ACTIVITY:
Skip the images; return every entry exactly.

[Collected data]
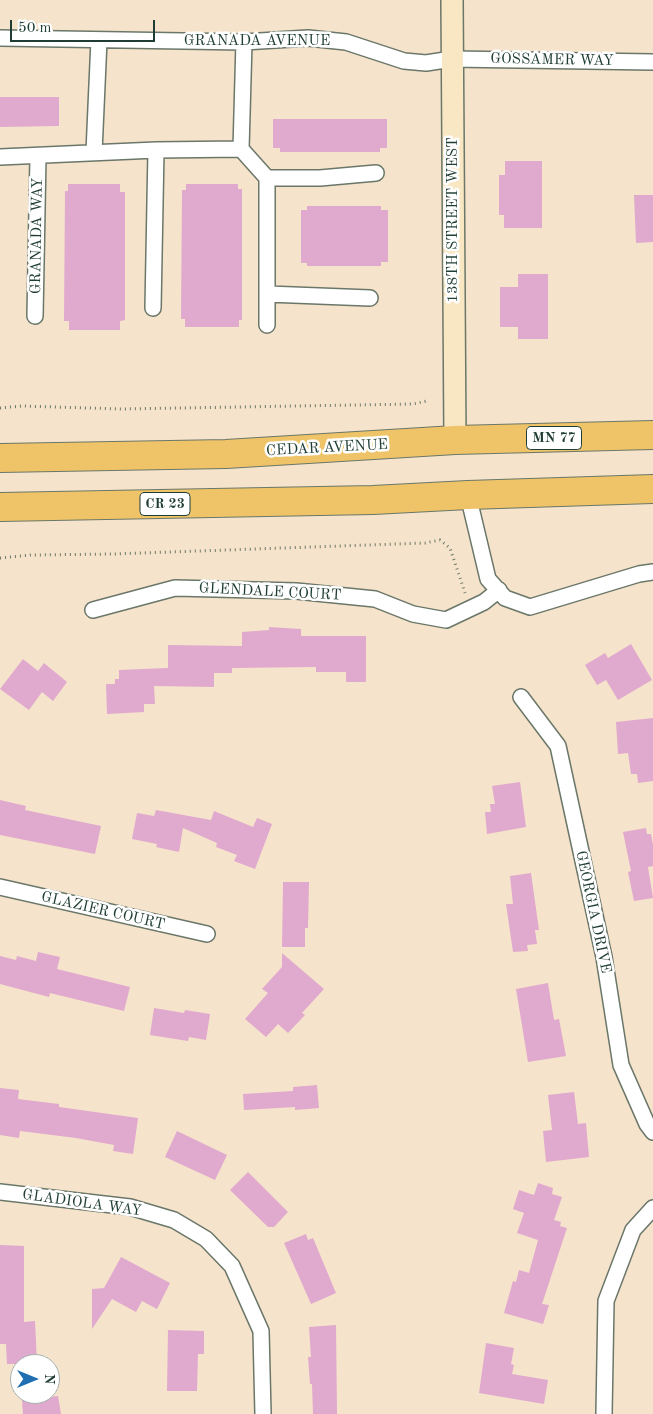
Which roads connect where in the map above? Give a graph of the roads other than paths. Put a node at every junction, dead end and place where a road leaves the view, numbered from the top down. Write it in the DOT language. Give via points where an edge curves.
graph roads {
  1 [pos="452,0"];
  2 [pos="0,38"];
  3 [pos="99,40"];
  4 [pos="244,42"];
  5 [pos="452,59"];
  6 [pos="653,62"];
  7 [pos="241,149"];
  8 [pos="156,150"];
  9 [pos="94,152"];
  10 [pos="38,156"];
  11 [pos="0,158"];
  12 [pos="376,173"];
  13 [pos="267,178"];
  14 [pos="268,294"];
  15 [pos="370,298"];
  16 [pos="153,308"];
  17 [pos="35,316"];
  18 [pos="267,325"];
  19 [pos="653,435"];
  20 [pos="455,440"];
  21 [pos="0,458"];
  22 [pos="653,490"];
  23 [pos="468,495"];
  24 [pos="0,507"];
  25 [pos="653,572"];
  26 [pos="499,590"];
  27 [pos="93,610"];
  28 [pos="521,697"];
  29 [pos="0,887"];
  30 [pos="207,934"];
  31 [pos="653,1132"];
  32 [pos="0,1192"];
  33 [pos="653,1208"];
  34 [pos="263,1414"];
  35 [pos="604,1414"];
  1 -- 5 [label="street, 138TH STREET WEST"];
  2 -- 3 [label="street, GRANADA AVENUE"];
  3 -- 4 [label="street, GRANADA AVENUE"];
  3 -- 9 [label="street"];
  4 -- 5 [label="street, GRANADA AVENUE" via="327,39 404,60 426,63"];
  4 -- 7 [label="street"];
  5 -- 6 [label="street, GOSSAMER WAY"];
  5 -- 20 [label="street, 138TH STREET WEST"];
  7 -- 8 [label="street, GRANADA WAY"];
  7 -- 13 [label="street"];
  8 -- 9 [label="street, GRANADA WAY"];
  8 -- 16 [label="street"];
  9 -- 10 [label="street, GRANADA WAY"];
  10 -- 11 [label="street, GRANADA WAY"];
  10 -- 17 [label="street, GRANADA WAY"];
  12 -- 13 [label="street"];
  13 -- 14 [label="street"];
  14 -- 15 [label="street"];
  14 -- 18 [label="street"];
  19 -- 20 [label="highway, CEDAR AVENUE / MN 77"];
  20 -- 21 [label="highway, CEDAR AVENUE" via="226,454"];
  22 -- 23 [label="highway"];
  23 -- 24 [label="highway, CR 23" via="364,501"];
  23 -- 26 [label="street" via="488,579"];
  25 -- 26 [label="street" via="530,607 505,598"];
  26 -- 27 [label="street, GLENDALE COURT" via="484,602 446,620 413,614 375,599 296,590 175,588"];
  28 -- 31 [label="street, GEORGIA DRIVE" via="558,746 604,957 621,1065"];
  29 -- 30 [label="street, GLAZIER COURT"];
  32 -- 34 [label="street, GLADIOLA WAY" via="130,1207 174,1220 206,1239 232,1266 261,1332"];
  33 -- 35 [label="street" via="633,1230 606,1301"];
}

OUTPUT:
Which roads connect where in the map above? Give a graph of the roads other than paths. Put a node at every junction, dead end and place where a road leaves the view, numbered from the top down. Write it in the DOT language. Give via points where an edge curves.
graph roads {
  1 [pos="452,0"];
  2 [pos="0,38"];
  3 [pos="99,40"];
  4 [pos="244,42"];
  5 [pos="452,59"];
  6 [pos="653,62"];
  7 [pos="241,149"];
  8 [pos="156,150"];
  9 [pos="94,152"];
  10 [pos="38,156"];
  11 [pos="0,158"];
  12 [pos="376,173"];
  13 [pos="267,178"];
  14 [pos="268,294"];
  15 [pos="370,298"];
  16 [pos="153,308"];
  17 [pos="35,316"];
  18 [pos="267,325"];
  19 [pos="653,435"];
  20 [pos="455,440"];
  21 [pos="0,458"];
  22 [pos="653,490"];
  23 [pos="468,495"];
  24 [pos="0,507"];
  25 [pos="653,572"];
  26 [pos="499,590"];
  27 [pos="93,610"];
  28 [pos="521,697"];
  29 [pos="0,887"];
  30 [pos="207,934"];
  31 [pos="653,1132"];
  32 [pos="0,1192"];
  33 [pos="653,1208"];
  34 [pos="263,1414"];
  35 [pos="604,1414"];
  1 -- 5 [label="street, 138TH STREET WEST"];
  2 -- 3 [label="street, GRANADA AVENUE"];
  3 -- 4 [label="street, GRANADA AVENUE"];
  3 -- 9 [label="street"];
  4 -- 5 [label="street, GRANADA AVENUE" via="327,39 404,60 426,63"];
  4 -- 7 [label="street"];
  5 -- 6 [label="street, GOSSAMER WAY"];
  5 -- 20 [label="street, 138TH STREET WEST"];
  7 -- 8 [label="street, GRANADA WAY"];
  7 -- 13 [label="street"];
  8 -- 9 [label="street, GRANADA WAY"];
  8 -- 16 [label="street"];
  9 -- 10 [label="street, GRANADA WAY"];
  10 -- 11 [label="street, GRANADA WAY"];
  10 -- 17 [label="street, GRANADA WAY"];
  12 -- 13 [label="street"];
  13 -- 14 [label="street"];
  14 -- 15 [label="street"];
  14 -- 18 [label="street"];
  19 -- 20 [label="highway, CEDAR AVENUE / MN 77"];
  20 -- 21 [label="highway, CEDAR AVENUE" via="226,454"];
  22 -- 23 [label="highway"];
  23 -- 24 [label="highway, CR 23" via="364,501"];
  23 -- 26 [label="street" via="488,579"];
  25 -- 26 [label="street" via="530,607 505,598"];
  26 -- 27 [label="street, GLENDALE COURT" via="484,602 446,620 413,614 375,599 296,590 175,588"];
  28 -- 31 [label="street, GEORGIA DRIVE" via="558,746 604,957 621,1065"];
  29 -- 30 [label="street, GLAZIER COURT"];
  32 -- 34 [label="street, GLADIOLA WAY" via="130,1207 174,1220 206,1239 232,1266 261,1332"];
  33 -- 35 [label="street" via="633,1230 606,1301"];
}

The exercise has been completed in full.